* [EXERCISE OBJECTIVE]: Copy each line below containing "roads".

Saved data entries:
-- Opening Marker --

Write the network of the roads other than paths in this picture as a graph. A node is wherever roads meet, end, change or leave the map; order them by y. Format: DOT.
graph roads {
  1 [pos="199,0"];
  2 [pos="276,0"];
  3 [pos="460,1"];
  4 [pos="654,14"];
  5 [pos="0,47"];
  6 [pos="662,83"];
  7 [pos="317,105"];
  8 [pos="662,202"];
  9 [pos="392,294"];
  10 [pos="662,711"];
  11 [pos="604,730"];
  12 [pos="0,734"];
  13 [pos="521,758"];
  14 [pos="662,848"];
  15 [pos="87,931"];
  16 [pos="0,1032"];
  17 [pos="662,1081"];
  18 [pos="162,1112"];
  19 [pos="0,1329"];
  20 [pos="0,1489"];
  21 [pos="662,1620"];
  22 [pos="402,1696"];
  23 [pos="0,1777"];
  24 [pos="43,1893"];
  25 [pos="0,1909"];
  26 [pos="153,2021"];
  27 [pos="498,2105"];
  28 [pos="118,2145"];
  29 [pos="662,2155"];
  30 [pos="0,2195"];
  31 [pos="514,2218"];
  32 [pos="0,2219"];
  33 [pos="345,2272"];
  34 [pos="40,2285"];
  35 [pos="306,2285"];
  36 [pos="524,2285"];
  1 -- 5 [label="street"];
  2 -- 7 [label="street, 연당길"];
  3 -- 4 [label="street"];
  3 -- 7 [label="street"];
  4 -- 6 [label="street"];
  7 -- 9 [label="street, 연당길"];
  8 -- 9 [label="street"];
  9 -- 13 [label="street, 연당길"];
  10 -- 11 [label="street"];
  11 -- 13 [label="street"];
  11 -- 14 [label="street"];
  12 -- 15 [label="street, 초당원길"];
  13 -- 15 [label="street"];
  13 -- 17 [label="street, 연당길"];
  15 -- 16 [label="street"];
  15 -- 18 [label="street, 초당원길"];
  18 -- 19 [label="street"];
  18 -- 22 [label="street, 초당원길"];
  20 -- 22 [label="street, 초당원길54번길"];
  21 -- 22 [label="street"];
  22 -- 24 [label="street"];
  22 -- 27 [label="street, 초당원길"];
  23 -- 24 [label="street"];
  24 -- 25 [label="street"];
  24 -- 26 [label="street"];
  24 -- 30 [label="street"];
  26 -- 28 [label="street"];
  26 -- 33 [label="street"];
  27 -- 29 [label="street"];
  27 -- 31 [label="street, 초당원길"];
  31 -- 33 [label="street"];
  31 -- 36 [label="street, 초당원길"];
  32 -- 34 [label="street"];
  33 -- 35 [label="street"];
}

-- Closing Marker --

* [OUTPUT FOR THIS TASK]:
Write the network of the roads other than paths in this picture as a graph. A node is wherever roads meet, end, change or leave the map; order them by y. Format: DOT.
graph roads {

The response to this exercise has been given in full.